Tegen deze uitspraak kunnen beide partijen binnen zes weken na de verzenddatum beroep in cassatie instellen bij
de Hoge Raad der Nederlanden via het webportaal van de Hoge Raad www.hogeraad.nl.
Bepaalde personen die niet worden vertegenwoordigd door een gemachtigde die beroepsmatig rechtsbijstand verleent, mogen per post beroep in cassatie instellen. Dit zijn natuurlijke personen en verenigingen waarvan de statuten niet zijn opgenomen in een notariële akte.
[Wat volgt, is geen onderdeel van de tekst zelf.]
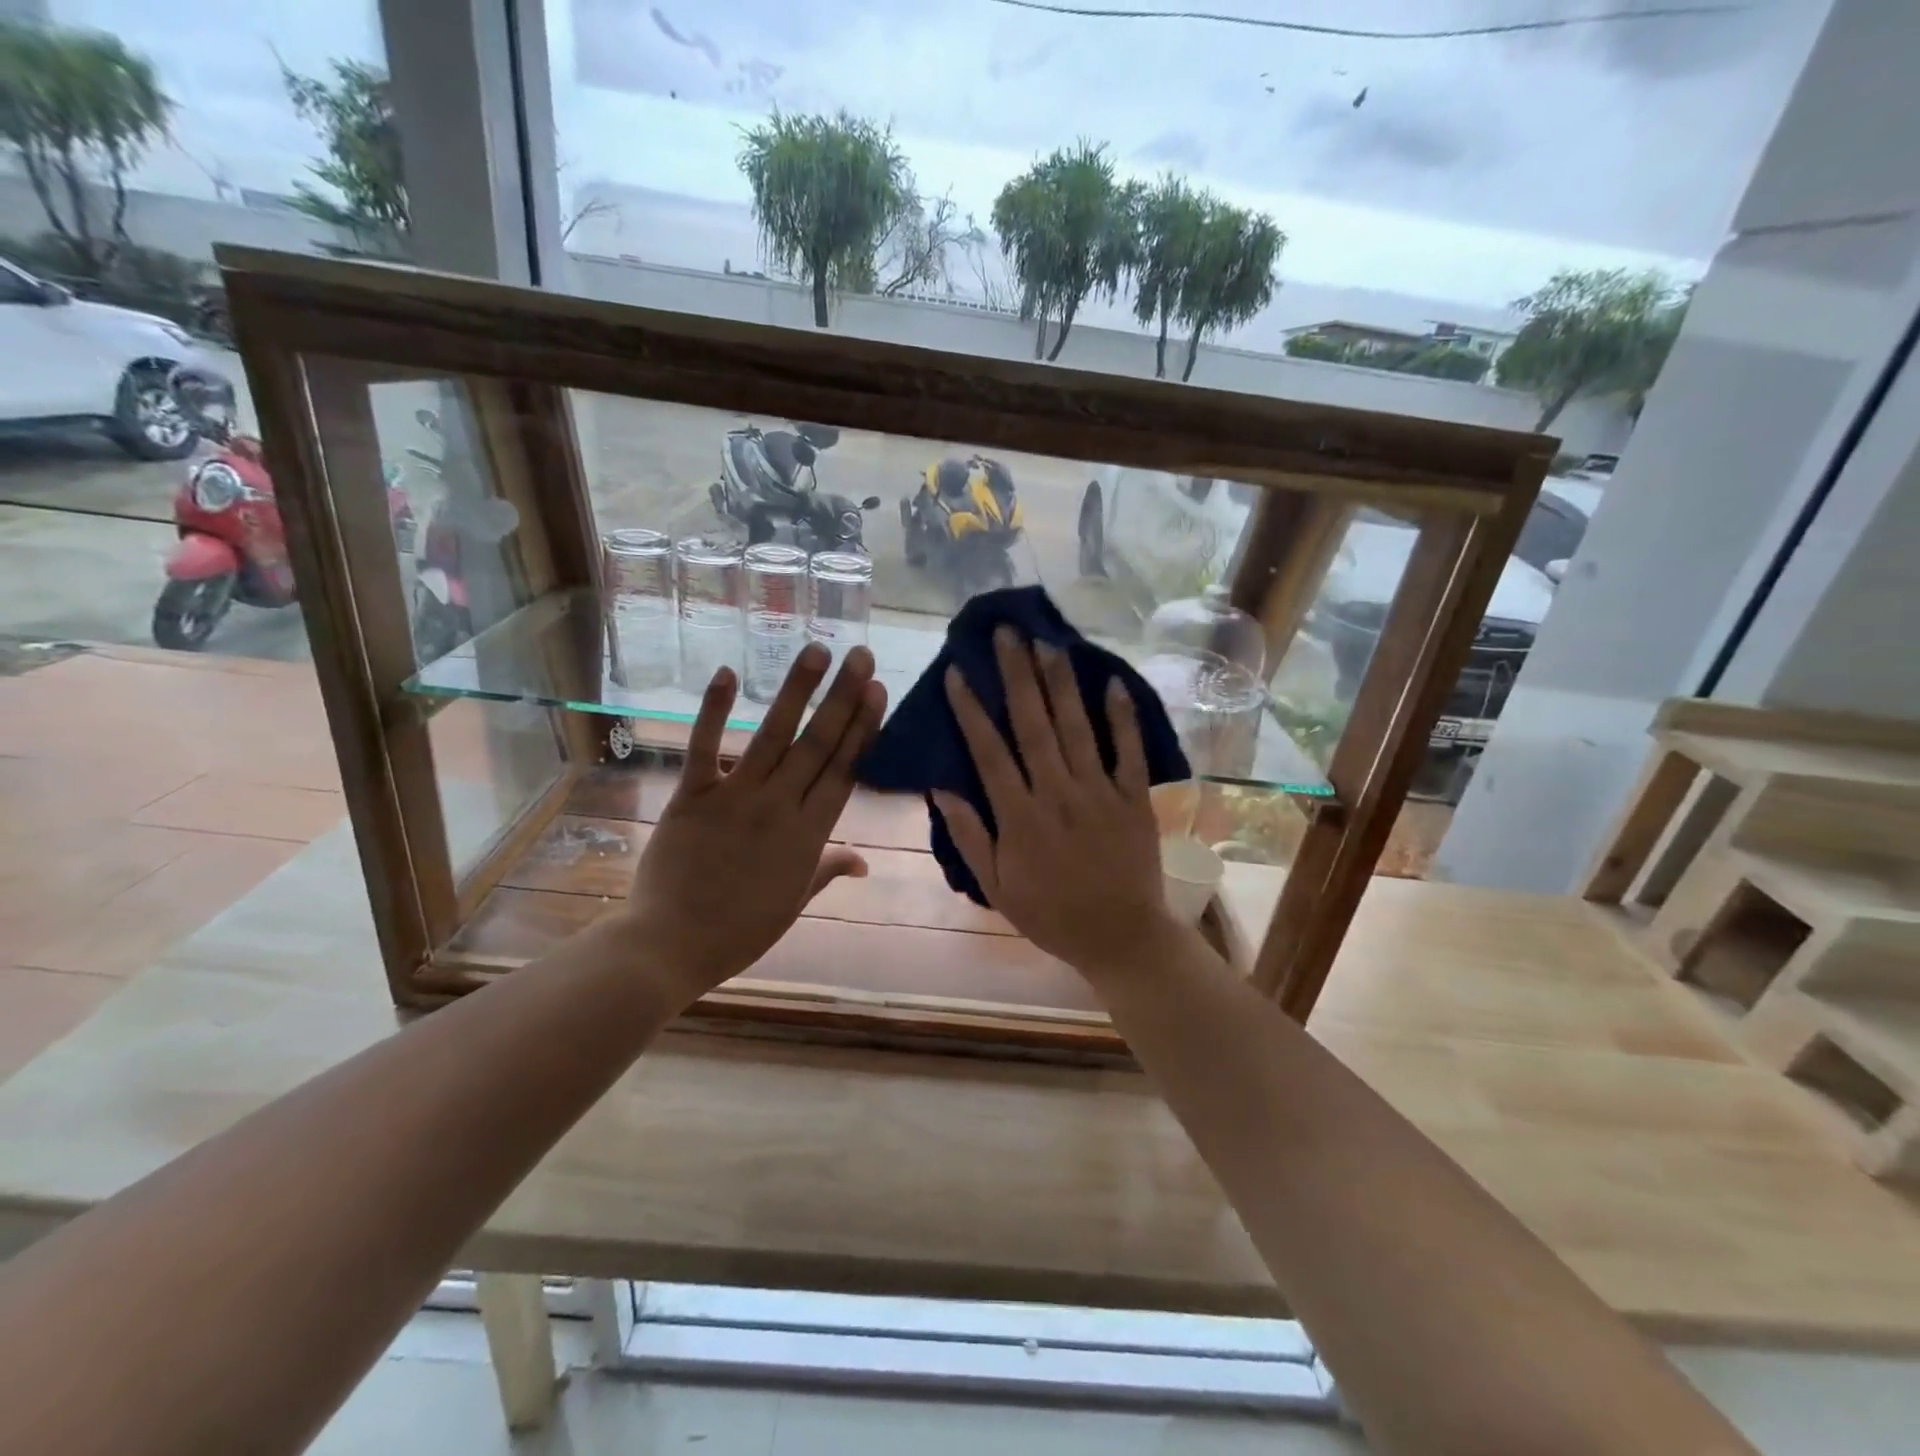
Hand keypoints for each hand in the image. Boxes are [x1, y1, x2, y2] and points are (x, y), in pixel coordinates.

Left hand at [621, 642, 886, 999]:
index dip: (863, 728)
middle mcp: (779, 807)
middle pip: (818, 744)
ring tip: (817, 650)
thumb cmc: (740, 931)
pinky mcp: (692, 796)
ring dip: (797, 691)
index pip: (844, 771)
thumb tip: (864, 862)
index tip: (876, 692)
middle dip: (842, 697)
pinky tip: (729, 672)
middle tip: (860, 656)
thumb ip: (828, 870)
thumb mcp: (794, 903)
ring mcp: (735, 797)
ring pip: (772, 735)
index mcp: (808, 835)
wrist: (670, 946)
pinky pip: (703, 746)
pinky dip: (713, 709)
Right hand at [933, 627, 1179, 980]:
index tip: (959, 672)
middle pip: (1033, 725)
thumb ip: (969, 836)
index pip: (989, 751)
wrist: (1120, 937)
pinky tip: (1113, 683)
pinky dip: (1123, 718)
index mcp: (1019, 816)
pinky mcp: (1134, 798)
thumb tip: (942, 788)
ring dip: (1061, 684)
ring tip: (1048, 643)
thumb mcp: (996, 887)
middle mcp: (1057, 793)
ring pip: (1077, 728)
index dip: (971, 709)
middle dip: (1017, 675)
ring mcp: (1099, 793)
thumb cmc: (1051, 915)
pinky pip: (1129, 752)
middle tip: (1007, 633)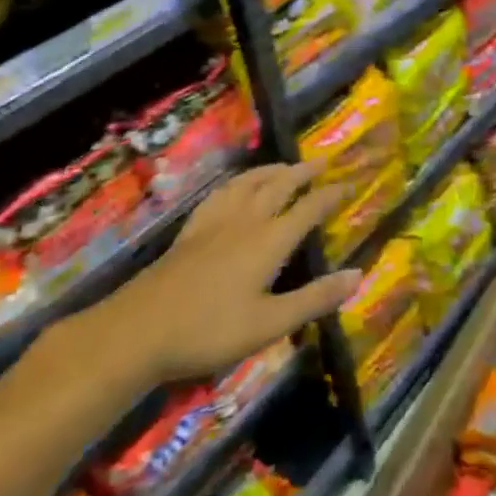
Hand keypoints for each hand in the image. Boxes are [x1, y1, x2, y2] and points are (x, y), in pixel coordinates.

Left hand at [81, 164, 357, 385]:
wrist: (136, 331)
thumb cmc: (209, 330)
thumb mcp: (270, 323)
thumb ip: (315, 298)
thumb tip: (359, 274)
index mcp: (269, 241)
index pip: (309, 208)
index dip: (332, 194)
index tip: (350, 184)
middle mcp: (245, 221)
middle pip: (279, 185)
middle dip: (303, 172)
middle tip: (322, 163)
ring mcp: (214, 224)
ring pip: (247, 184)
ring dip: (271, 171)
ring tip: (284, 167)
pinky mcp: (190, 232)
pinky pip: (220, 194)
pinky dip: (237, 183)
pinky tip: (234, 188)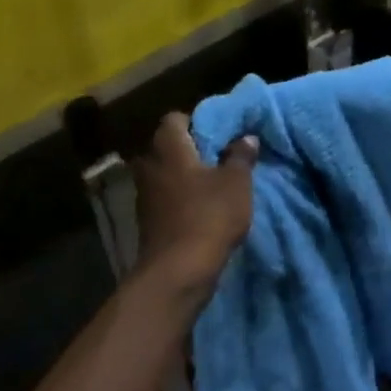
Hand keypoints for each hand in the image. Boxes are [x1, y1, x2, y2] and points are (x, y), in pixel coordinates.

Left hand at [130, 113, 257, 308]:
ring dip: (186, 176)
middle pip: (168, 146)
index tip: (220, 132)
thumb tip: (246, 137)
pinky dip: (181, 198)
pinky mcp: (147, 220)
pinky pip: (165, 197)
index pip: (175, 118)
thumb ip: (240, 156)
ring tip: (214, 183)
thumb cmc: (208, 216)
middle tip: (220, 156)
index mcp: (168, 148)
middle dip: (192, 149)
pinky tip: (202, 208)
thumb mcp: (236, 183)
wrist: (177, 271)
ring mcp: (144, 194)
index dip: (198, 121)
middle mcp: (149, 165)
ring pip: (166, 173)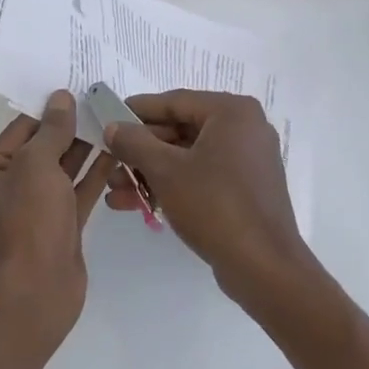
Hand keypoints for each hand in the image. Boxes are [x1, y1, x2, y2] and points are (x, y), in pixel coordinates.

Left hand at [0, 91, 117, 347]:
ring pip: (62, 173)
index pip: (18, 132)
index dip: (48, 111)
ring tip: (114, 123)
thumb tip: (60, 98)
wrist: (33, 295)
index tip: (77, 91)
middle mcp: (5, 192)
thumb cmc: (24, 224)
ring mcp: (34, 213)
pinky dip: (94, 176)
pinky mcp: (59, 230)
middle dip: (69, 129)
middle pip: (41, 151)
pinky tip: (116, 154)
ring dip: (85, 150)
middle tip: (102, 103)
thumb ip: (51, 131)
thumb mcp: (35, 166)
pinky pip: (77, 195)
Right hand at [101, 90, 314, 307]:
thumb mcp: (165, 170)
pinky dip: (172, 186)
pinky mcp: (245, 190)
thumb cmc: (214, 205)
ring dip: (149, 172)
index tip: (106, 119)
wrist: (262, 266)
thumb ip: (134, 142)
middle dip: (140, 151)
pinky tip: (136, 204)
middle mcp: (244, 129)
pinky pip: (201, 177)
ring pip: (187, 157)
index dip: (136, 111)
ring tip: (114, 191)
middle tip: (108, 163)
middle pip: (180, 130)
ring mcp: (247, 161)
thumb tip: (113, 127)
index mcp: (232, 112)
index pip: (174, 102)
Als zij geen gebruik willen maken van digitaal procederen kunnen deze personen het beroepschrift in cassatie sturen aan
de Hoge Raad der Nederlanden (belastingkamer), postbus 20303, 2500 EH Den Haag.Alle andere personen en gemachtigden die beroepsmatig rechtsbijstand verlenen, zijn in beginsel verplicht digitaal te procederen (zie
www.hogeraad.nl).
Bij het instellen van beroep in cassatie moet het volgende in acht worden genomen:
1. bij het beroepschrift wordt een afschrift van deze uitspraak gevoegd;
2 - ( alleen bij procederen op papier) het beroepschrift moet ondertekend zijn;
3 - het beroepschrift moet ten minste het volgende vermelden:
a. de naam en het adres van de indiener;
b. de dagtekening;
c. een omschrijving van de uitspraak waartegen het beroep in cassatie is gericht;
d. de gronden van het beroep in cassatie.
Voor het instellen van beroep in cassatie is griffierecht verschuldigd. Na het instellen van beroep in cassatie ontvangt de indiener een nota griffierecht van de griffier van de Hoge Raad. In het cassatieberoepschrift kan de Hoge Raad verzocht worden om de wederpartij te veroordelen in de proceskosten.